### ABOUT THIS EXERCISE
Scan the data below for the string "wrist". Show every line where it turns up.

Items listed in a dataset:
#####
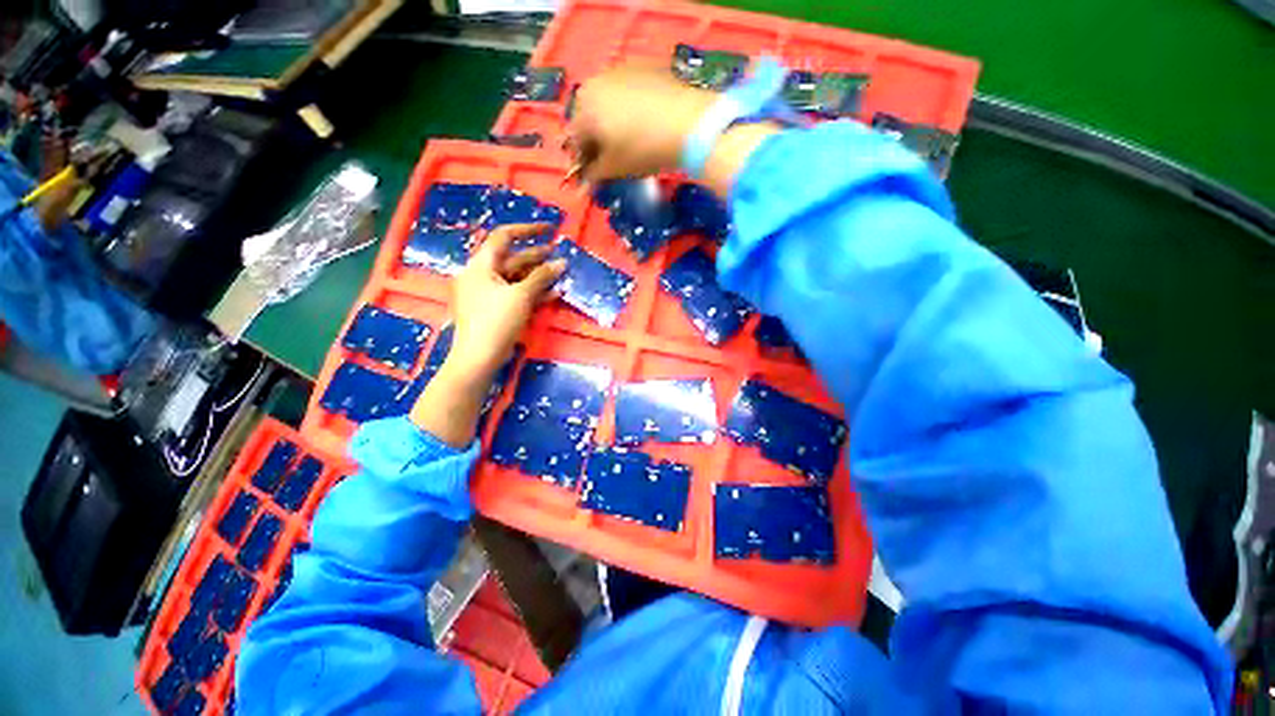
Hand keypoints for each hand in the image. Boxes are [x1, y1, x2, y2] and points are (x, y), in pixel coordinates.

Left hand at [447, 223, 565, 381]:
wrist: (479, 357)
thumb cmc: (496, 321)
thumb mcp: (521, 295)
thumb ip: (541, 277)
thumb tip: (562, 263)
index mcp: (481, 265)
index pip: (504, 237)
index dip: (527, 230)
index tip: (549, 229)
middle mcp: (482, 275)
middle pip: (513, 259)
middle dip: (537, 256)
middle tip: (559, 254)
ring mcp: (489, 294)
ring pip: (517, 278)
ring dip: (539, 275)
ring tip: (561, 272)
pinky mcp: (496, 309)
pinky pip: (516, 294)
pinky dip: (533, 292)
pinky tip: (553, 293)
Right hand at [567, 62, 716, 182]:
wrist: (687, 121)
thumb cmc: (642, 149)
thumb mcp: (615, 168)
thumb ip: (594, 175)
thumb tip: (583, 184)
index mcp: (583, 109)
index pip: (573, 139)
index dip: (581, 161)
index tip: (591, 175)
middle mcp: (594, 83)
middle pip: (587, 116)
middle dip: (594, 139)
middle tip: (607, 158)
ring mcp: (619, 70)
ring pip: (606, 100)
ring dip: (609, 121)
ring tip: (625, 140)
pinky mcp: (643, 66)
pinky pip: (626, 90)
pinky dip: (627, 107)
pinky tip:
#####
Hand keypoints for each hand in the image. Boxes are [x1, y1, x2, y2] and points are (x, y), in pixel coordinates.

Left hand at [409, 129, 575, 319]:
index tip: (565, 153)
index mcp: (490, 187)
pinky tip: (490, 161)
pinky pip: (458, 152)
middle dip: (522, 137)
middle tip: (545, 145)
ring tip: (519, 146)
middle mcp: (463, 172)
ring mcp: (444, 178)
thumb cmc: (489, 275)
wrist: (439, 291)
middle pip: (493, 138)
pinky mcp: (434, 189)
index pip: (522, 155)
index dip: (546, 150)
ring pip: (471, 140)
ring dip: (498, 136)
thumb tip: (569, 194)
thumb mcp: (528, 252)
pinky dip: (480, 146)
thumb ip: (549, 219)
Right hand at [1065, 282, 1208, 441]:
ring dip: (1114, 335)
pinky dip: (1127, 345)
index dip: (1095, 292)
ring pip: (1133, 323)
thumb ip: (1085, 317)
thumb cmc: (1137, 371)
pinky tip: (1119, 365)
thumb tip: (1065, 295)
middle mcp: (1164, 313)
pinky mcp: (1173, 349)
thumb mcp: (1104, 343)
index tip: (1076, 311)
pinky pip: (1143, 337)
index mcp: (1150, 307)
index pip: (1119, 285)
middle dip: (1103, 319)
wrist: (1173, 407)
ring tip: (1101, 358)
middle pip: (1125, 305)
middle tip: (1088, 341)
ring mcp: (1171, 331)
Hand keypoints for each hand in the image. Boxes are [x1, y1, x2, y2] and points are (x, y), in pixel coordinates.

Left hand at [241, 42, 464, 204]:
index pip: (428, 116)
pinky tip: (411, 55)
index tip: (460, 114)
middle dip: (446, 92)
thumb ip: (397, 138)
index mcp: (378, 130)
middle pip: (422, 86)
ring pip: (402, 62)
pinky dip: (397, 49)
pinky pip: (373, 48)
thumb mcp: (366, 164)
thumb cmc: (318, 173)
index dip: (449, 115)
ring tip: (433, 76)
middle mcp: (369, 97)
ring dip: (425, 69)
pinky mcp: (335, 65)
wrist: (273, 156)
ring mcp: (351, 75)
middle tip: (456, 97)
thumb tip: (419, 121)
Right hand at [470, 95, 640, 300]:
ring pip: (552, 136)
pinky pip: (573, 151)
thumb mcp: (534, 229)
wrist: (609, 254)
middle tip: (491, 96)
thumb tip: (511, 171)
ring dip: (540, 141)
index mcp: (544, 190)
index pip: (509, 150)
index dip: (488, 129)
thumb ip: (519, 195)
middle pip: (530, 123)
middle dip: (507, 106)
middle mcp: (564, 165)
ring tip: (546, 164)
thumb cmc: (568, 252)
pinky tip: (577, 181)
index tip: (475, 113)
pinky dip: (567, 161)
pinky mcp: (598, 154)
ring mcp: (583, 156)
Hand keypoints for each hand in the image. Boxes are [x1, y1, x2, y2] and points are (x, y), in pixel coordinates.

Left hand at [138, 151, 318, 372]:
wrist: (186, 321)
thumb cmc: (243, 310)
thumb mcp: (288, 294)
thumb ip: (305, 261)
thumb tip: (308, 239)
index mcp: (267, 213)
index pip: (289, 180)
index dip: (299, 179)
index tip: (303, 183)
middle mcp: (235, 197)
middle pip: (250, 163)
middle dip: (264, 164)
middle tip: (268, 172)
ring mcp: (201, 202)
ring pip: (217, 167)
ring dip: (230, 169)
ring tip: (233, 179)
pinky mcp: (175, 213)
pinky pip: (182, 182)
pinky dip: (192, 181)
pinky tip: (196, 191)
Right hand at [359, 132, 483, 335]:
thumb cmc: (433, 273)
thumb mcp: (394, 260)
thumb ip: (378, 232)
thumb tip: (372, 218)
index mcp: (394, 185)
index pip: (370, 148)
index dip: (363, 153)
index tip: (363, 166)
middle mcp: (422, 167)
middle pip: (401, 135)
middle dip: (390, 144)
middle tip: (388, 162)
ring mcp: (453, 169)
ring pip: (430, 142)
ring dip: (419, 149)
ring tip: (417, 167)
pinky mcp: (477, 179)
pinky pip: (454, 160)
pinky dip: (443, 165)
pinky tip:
#####
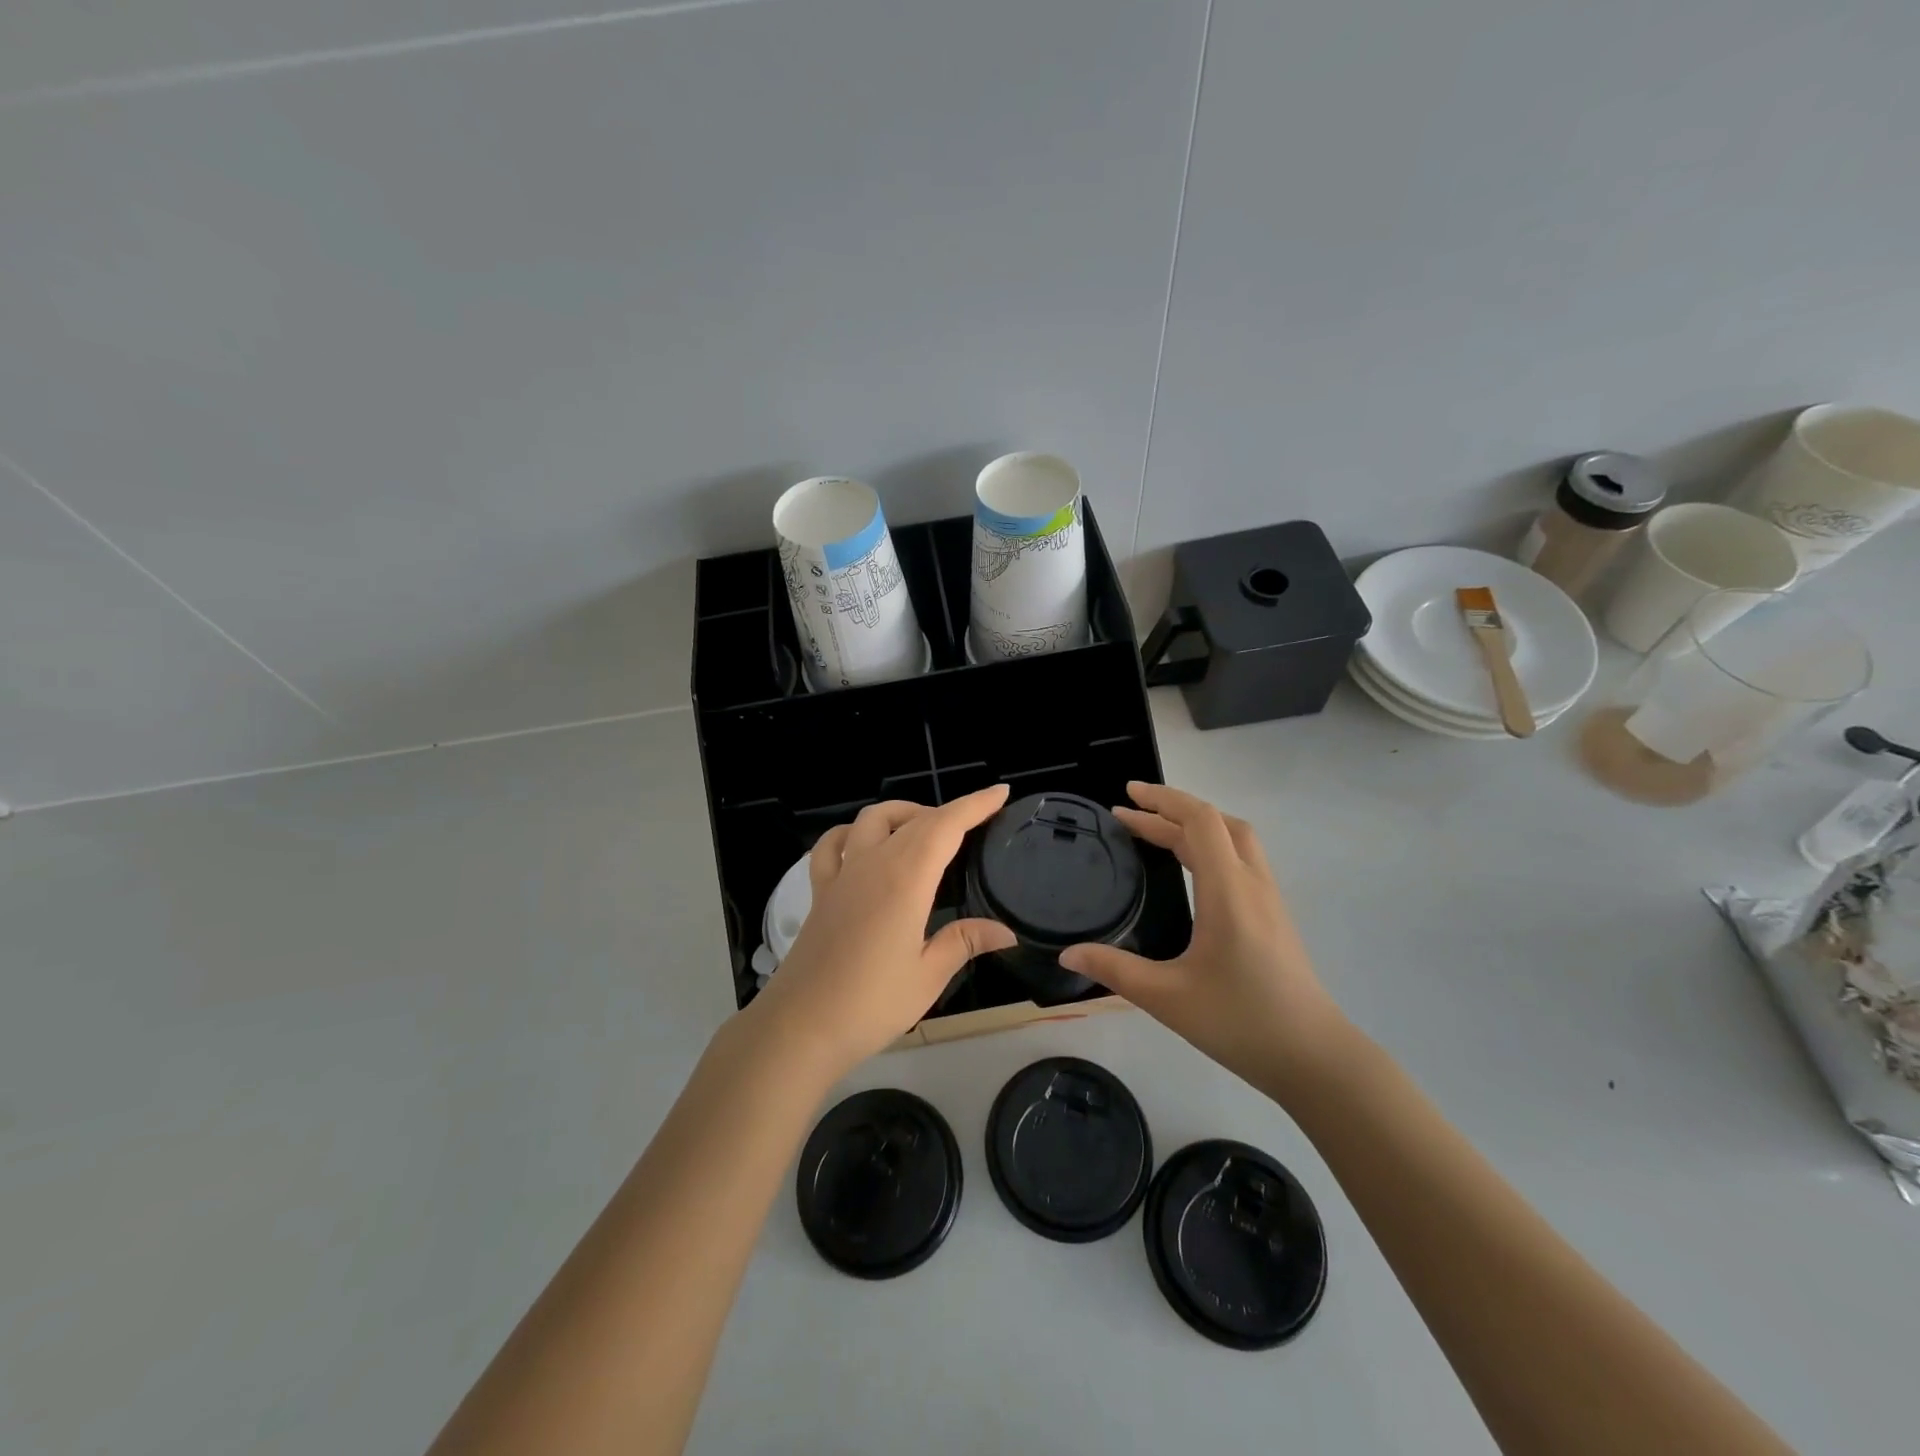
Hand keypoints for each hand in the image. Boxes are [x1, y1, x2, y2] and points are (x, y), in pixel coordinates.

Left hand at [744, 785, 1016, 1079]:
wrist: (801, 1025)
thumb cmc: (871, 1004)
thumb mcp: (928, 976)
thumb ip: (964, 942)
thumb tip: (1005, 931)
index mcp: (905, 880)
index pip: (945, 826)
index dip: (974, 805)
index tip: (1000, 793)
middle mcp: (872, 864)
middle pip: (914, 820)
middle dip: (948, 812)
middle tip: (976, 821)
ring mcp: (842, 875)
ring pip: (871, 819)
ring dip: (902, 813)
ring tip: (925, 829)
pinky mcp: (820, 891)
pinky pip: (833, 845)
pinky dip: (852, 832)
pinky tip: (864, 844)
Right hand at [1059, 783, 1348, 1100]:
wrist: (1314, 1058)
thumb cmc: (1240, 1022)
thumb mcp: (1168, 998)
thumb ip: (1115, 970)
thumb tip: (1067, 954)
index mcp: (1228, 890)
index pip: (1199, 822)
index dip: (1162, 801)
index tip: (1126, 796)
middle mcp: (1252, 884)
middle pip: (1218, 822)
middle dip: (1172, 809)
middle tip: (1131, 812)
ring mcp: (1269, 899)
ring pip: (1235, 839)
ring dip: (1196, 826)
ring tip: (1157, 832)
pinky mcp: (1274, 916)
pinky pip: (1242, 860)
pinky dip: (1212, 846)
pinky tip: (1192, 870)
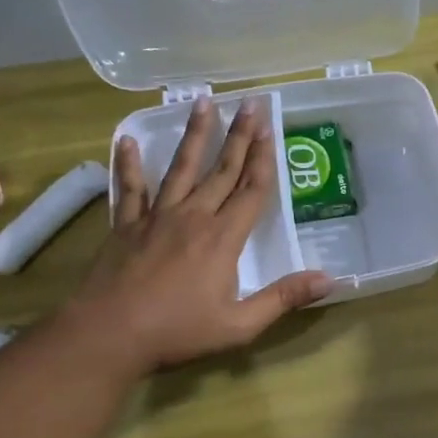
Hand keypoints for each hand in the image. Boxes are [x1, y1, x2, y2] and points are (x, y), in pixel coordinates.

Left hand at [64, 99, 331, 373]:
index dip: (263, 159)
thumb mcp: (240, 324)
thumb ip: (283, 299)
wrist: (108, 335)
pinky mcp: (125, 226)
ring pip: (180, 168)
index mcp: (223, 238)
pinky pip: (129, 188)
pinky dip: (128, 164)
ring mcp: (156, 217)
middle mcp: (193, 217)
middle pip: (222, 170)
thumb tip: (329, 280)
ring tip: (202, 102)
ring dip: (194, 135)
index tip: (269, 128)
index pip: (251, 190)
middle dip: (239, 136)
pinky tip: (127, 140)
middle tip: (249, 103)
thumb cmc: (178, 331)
#####
### EXERCISE SOLUTION
wrist: (479, 357)
wrist: (687, 121)
wrist: (439, 291)
wrist: (1173, 407)
wrist: (273, 156)
wrist: (609, 254)
wrist: (186, 321)
wrist: (801, 1025)
wrist: (1314, 1058)
wrist: (108, 335)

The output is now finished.